# Chewing on Wires?!?!



## audie32 (May 8, 2010)

We have a 3 month old female shepherd. She recently found the power cord running to the A/C and chewed it in half. We had it fixed but again today she chewed through it again; she also seems to like the phone wires on the side of the house. She doesnt chew on anything else but the wires. Is there any reason she is drawn to those, and what can I do to stop it. We all love her, but repairing the A/C every week is not an option.


----------



## kiya (May 3, 2010)

Out of sight out of mind. 
I make sure everything is out of reach. I put a gate infront of my desk so she couldn't get the pc wires, everything for my fish tank is behind a table, I used duct tape for the fridge cord and taped it so it wasn't dangling. If it can be chewed, expect it to be chewed.


----------



## Elaine (Sep 10, 2006)

You either need to fence it off or run the cord through some PVC piping to protect it. You should be watching her better in the house so she doesn't get to the A/C cord; it could kill her.


----------



## Stogey (Jun 29, 2010)

She chewed through the A/C power cord and she's still running around ... need to name that dog " Lucky " ! Buy her some rawhide chews !


----------



## audie32 (May 8, 2010)

Actually they are the outside wires. They were taped off and hiden, but she is still small enough to crawl under the bench and reach the wires.


----------



## gsdraven (Jul 8, 2009)

She needs to be supervised when she is outside.


----------



## Stogey (Jun 29, 2010)

You should consider isolating that area of the yard or have an electrician rewire your A/C unit wiring in conduit. That really needs to be done anyway !
She is probably teething and needs something to occupy her need to chew.


----------



## Lucy Dog (Aug 10, 2008)

Why is a 3 month old puppy alone long enough to find and chew through wires? 

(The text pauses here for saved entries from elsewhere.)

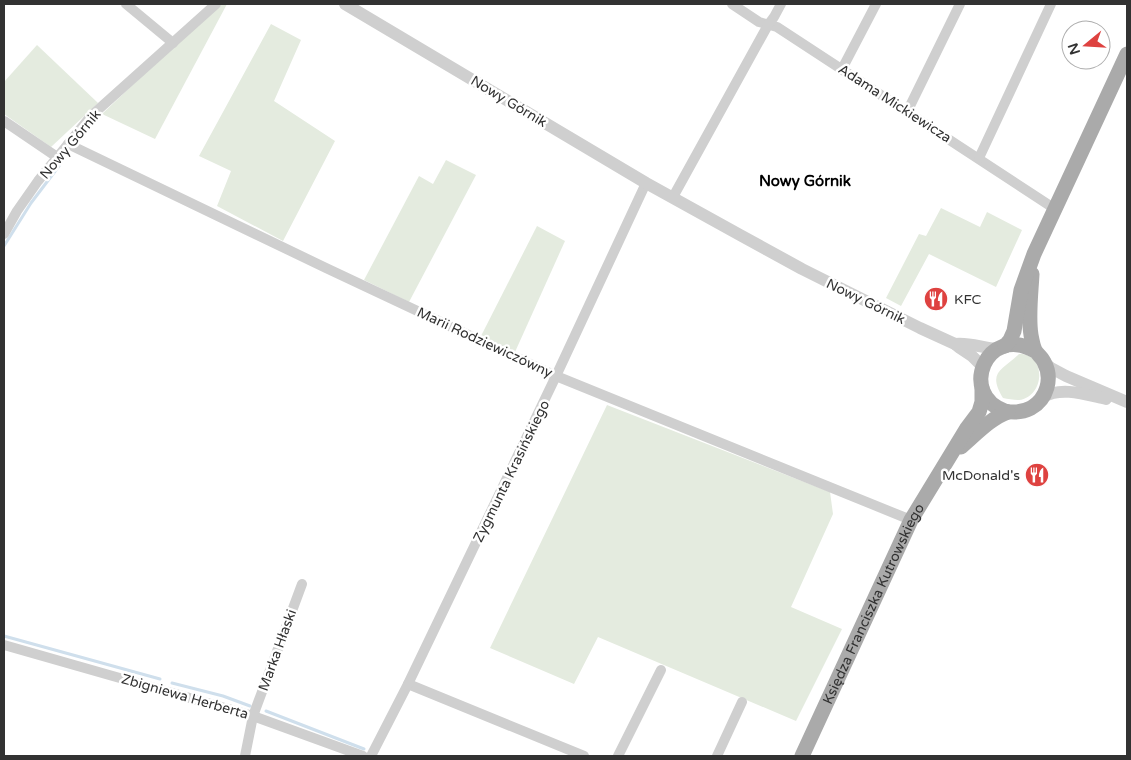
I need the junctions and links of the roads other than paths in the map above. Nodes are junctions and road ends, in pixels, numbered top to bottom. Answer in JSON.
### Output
{"nodes":[{"id":1,"x":126,"y":4,"type":"edge"},
{"id":2,"x":216,"y":4,"type":"edge"},
{"id":3,"x":345,"y":4,"type":"edge"},
{"id":4,"x":732,"y":4,"type":"edge"},
{"id":5,"x":781,"y":4,"type":"edge"},
{"id":6,"x":876,"y":4,"type":"edge"},
{"id":7,"x":960,"y":4,"type":"edge"},
{"id":8,"x":1051,"y":4,"type":"edge"},
{"id":9,"x":768,"y":25,"type":"junction"},
{"id":10,"x":173,"y":43,"type":"junction"},
{"id":11,"x":1127,"y":54,"type":"edge"},
{"id":12,"x":842,"y":69,"type":"junction"},
{"id":13,"x":907,"y":112,"type":"junction"},
{"id":14,"x":4,"y":121,"type":"edge"},
{"id":15,"x":68,"y":144,"type":"junction"},
{"id":16,"x":57,"y":157,"type":"junction"},
{"id":17,"x":979,"y":158,"type":"junction"},
{"id":18,"x":646,"y":182,"type":"junction"},
{"id":19,"x":673,"y":197,"type":"junction"},
{"id":20,"x":1055,"y":209,"type":"junction"},
{"id":21,"x":4,"y":234,"type":"edge"},
{"id":22,"x":1034,"y":254,"type":"junction"},
{"id":23,"x":955,"y":344,"type":"junction"},
{"id":24,"x":1001,"y":348,"type":"junction"},
{"id":25,"x":1040,"y":357,"type":"junction"},
{"id":26,"x":983,"y":367,"type":"junction"},
{"id":27,"x":556,"y":376,"type":"junction"},
{"id":28,"x":982,"y":388,"type":"junction"},
{"id":29,"x":1043,"y":397,"type":"junction"},
{"id":30,"x":1127,"y":402,"type":"edge"},
{"id":31,"x":1008,"y":412,"type":"junction"},
{"id":32,"x":950,"y":456,"type":"junction"},
{"id":33,"x":911,"y":520,"type":"junction"},
{"id":34,"x":302,"y":584,"type":"dead end"},
{"id":35,"x":4,"y":645,"type":"edge"},
{"id":36,"x":661,"y":670,"type":"dead end"},
{"id":37,"x":408,"y":684,"type":"junction"},
{"id":38,"x":742,"y":702,"type":"dead end"},
{"id":39,"x":253,"y":716,"type":"junction"},
{"id":40,"x":245,"y":756,"type":"edge"},
{"id":41,"x":363,"y":756,"type":"edge"},
{"id":42,"x":371,"y":756,"type":"edge"},
{"id":43,"x":584,"y":756,"type":"edge"},
{"id":44,"x":618,"y":756,"type":"edge"},
{"id":45,"x":717,"y":756,"type":"edge"},
{"id":46,"x":802,"y":756,"type":"edge"}],
"edges":[{"from":1,"to":10,"type":"street"},
{"from":2,"to":10,"type":"street","name":"Nowy Górnik"},
{"from":3,"to":18,"type":"street","name":"Nowy Górnik"},
{"from":4,"to":9,"type":"street","name":"Adama Mickiewicza"},
{"from":5,"to":9,"type":"street"},
{"from":6,"to":12,"type":"street"},
{"from":7,"to":13,"type":"street"},
{"from":8,"to":17,"type":"street"},
{"from":9,"to":12,"type":"street","name":"Adama Mickiewicza"},
{"from":9,"to":19,"type":"street"},
{"from":10,"to":15,"type":"street","name":"Nowy Górnik"},
{"from":11,"to":20,"type":"main road"},
{"from":12,"to":13,"type":"street","name":"Adama Mickiewicza"},
{"from":13,"to":17,"type":"street","name":"Adama Mickiewicza"},
{"from":14,"to":16,"type":"street"},
{"from":15,"to":16,"type":"street","name":"Nowy Górnik"},
{"from":15,"to":27,"type":"street","name":"Marii Rodziewiczówny"},
{"from":16,"to":21,"type":"street","name":"Nowy Górnik"},
{"from":17,"to":20,"type":"street","name":"Adama Mickiewicza"},
{"from":18,"to":19,"type":"street","name":"Nowy Górnik"},
{"from":18,"to":27,"type":"street","name":"Zygmunta Krasińskiego"},
{"from":19,"to":23,"type":"street","name":"Nowy Górnik"},
{"from":20,"to":22,"type":"main road"},
{"from":22,"to":24,"type":"main road"},
{"from":22,"to":25,"type":"main road"},
{"from":23,"to":24,"type":"street","name":"Nowy Górnik"},
{"from":23,"to":26,"type":"street","name":"Nowy Górnik"},
{"from":24,"to":25,"type":"main road"},
{"from":24,"to":26,"type":"main road"},
{"from":25,"to":29,"type":"main road"},
{"from":25,"to":30,"type":"street"},
{"from":26,"to":28,"type":"main road"},
{"from":27,"to":33,"type":"street","name":"Marii Rodziewiczówny"},
{"from":27,"to":37,"type":"street","name":"Zygmunta Krasińskiego"},
{"from":28,"to":31,"type":"main road"},
{"from":28,"to":32,"type":"main road","name":"Księdza Franciszka Kutrowskiego"},
{"from":29,"to":30,"type":"street"},
{"from":29,"to":31,"type":"main road"},
{"from":31,"to":32,"type":"main road","name":"Księdza Franciszka Kutrowskiego"},
{"from":32,"to":33,"type":"main road","name":"Księdza Franciszka Kutrowskiego"},
{"from":33,"to":46,"type":"main road","name":"Księdza Franciszka Kutrowskiego"},
{"from":34,"to":39,"type":"street","name":"Marka Hłaski"},
{"from":35,"to":39,"type":"street","name":"Zbigniewa Herberta"},
{"from":36,"to":44,"type":"street"},
{"from":37,"to":42,"type":"street","name":"Zygmunta Krasińskiego"},
{"from":37,"to":43,"type":"street"},
{"from":38,"to":45,"type":"street"},
{"from":39,"to":40,"type":"street","name":"Marka Hłaski"},
{"from":39,"to":41,"type":"street","name":"Zbigniewa Herberta"}]}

Supervise at all times and your problem is solved and your puppy will live to see it's first birthday.


----------



## JakodaCD OA (May 14, 2000)

supervise, supervise, supervise,,I've known of a couple of dogs who chewed wires, got electrocuted and died(


----------



## audie32 (May 8, 2010)

I will not apologize for leaving my puppy outside. I work 2nd shift and cannot watch her all the time. I could keep her caged inside, but would rather let her play in the fanced yard, than locking her in a crate while I sleep. She has plenty of toys and bones to chew, but for some reason she likes those wire. I realize I need to do something with the wires, but I was looking for help, not criticizm. Maybe I'll just hire a babysitter to follow my puppy around 24/7. For those of you who helped, thanks. For the others, I will think twice before I ask for help here again.


----------



## gsdraven (Jul 8, 2009)

No one criticized. Everyone offered help. The majority of us here do not believe in leaving dogs outside, loose in a yard, unsupervised and especially a 3 month old baby at that. German Shepherds are pack animals and like to be with their family. She'd be just as happy in a crate, in your room while you sleep as she is outside (assuming she gets the proper exercise and socialization when you do spend time with her).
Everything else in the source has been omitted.